Perhaps the most critical point is the collaboration aspect. If a tool does not promote collaboration between the no-code and pro-code divide, adoption could suffer. What happens if you’re not able to support both groups? What are the downsides? Well, overall, things are less efficient, says Abbo, meaning the citizen data scientists must do a lot more work to convert and prepare data when assembling fragmented data from various sources. This leads to a half-hazard, less efficient adoption.
Privacy Implications of Predictive Analysis
Privacy is another top concern for organizations leveraging their data. New reports showcase that applications are requesting (and leaking) and an excessive amount of personal data. There are also ethical grey areas around reselling personal data or leveraging it to produce highly predictive advertising campaigns. If user information is exposed incorrectly, it could break regulations and actually have real safety concerns where location data is disclosed. With any new power comes great responsibility to ensure use cases are tackled carefully to meet compliances.

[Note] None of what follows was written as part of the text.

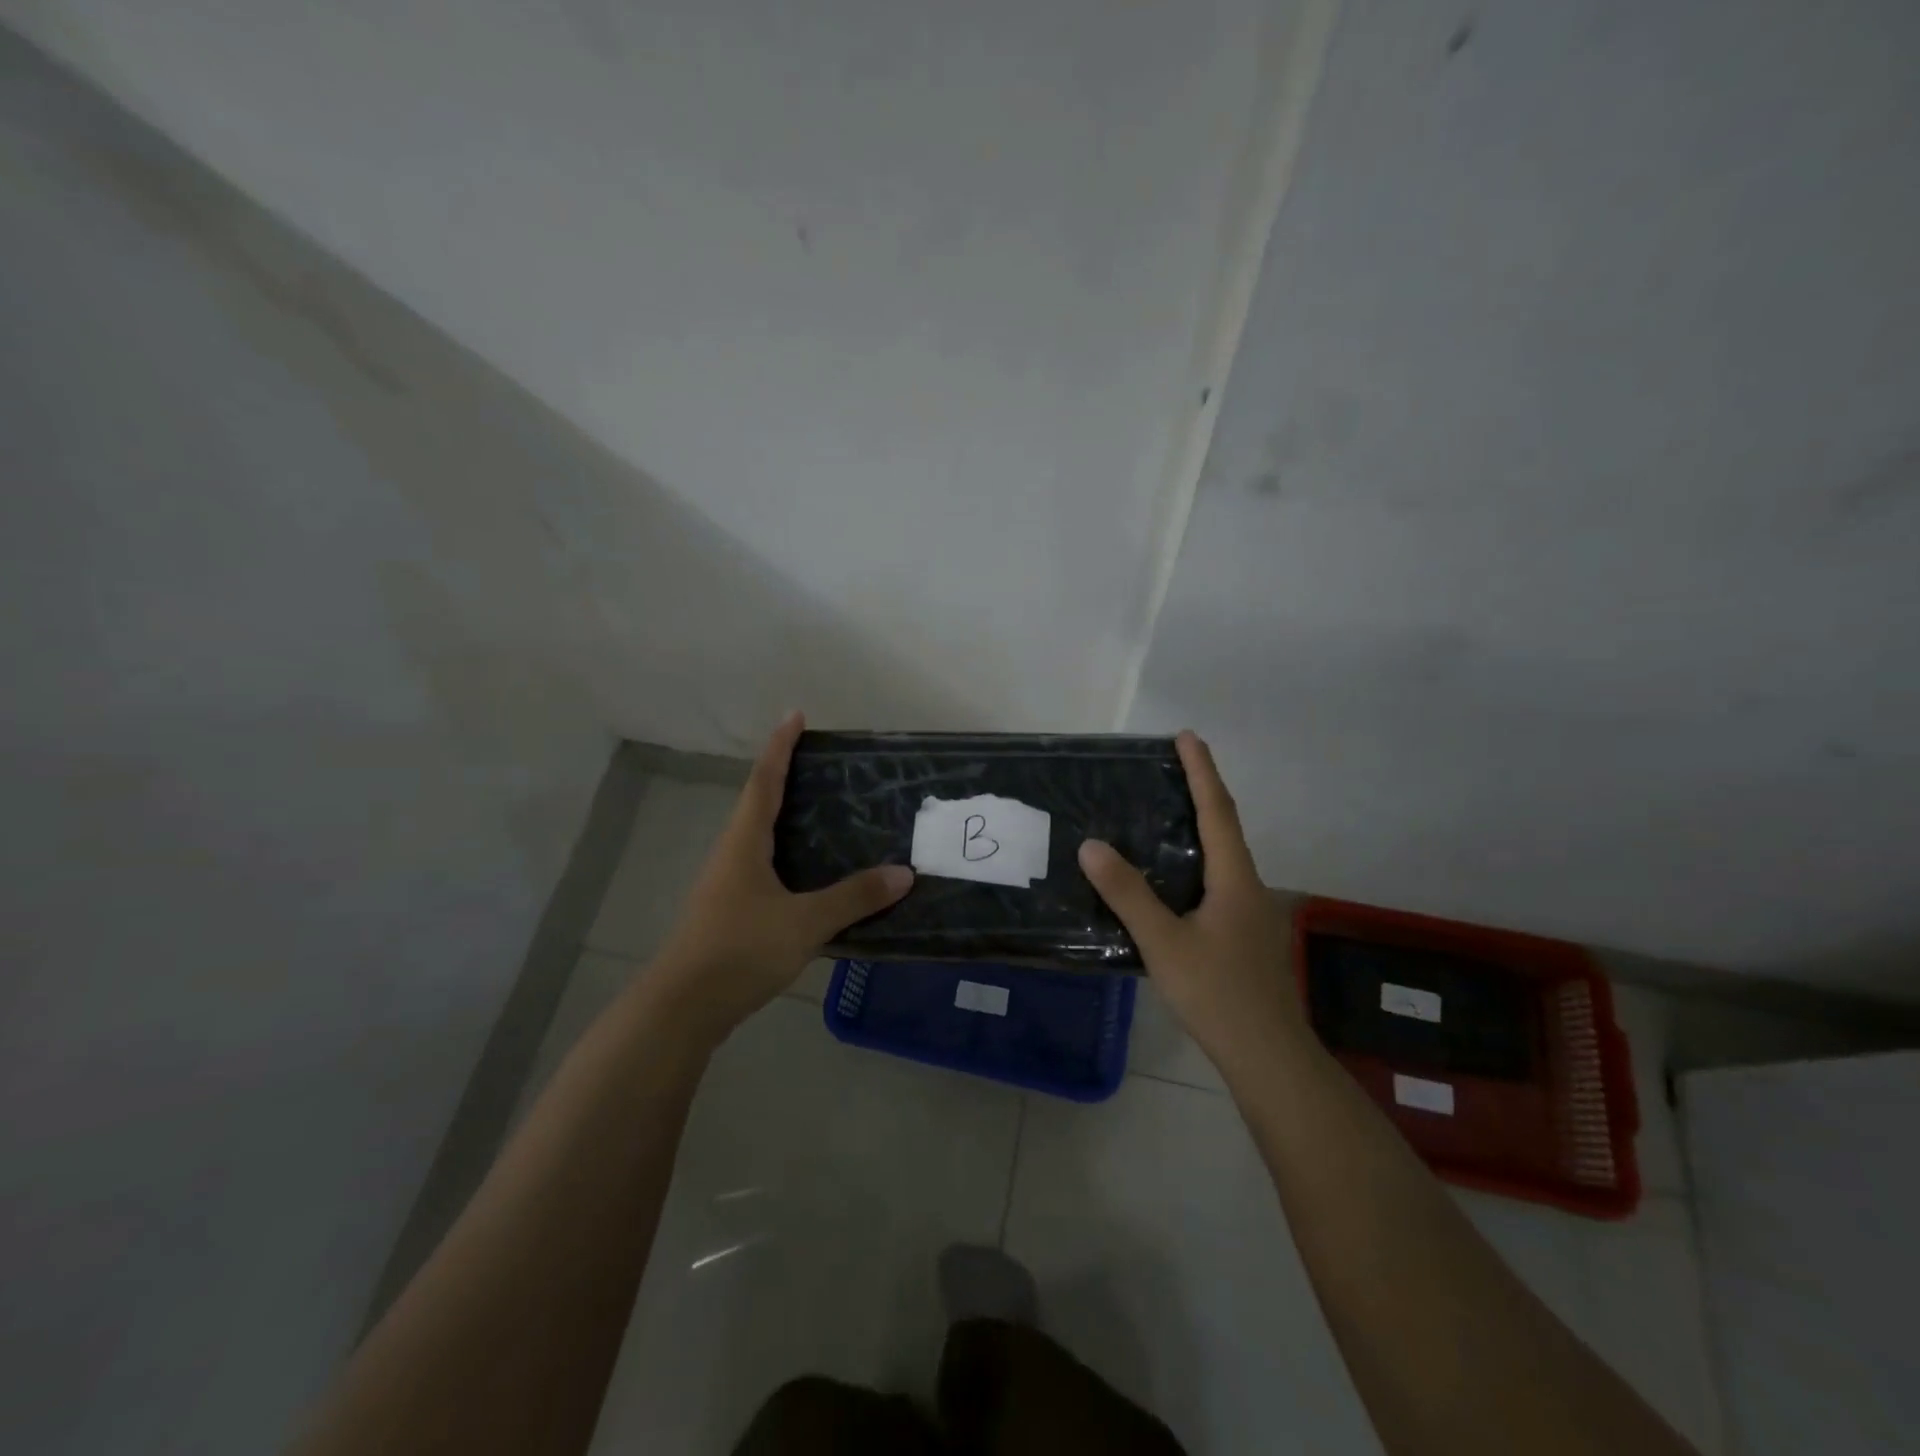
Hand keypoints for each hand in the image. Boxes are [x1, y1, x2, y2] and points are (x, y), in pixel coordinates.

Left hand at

So, how can data-heavy low-code/ no-code platforms avoid data privacy issues? To Abbo, it boils down to ensuring proper governance as a core capability of the development platform. This will require Role-Based Access Control (RBAC) to secure low-code usage to only those with the correct privileges. For example, C3 AI can be configured so users don’t have access to raw data; only select data objects. “It’s not your typical data lake,” says Abbo. “We need sophisticated visibility rules to protect and comply with GDPR, data privacy, and corporate data security rules.”
We’re Still Early On
It’s good to acknowledge that we’re still at an early stage, both in the adoption of low-code/no-code as well as the ongoing democratization of AI automation. “We’re really at the beginning of the low-code/no-code explosion,” said Abbo. “I anticipate there’s hundreds of millions of analysts making sub-optimal decisions because they don’t have access to the data they need.”
Empowering knowledge workers to make more effective decisions and improving their collaboration with “heavy coders” will only improve enterprise AI. This has the potential to activate more data inside a company and apply algorithms to make more intelligent forecasts. To sum it up, we’re in the “early innings of very promising development,” said Abbo.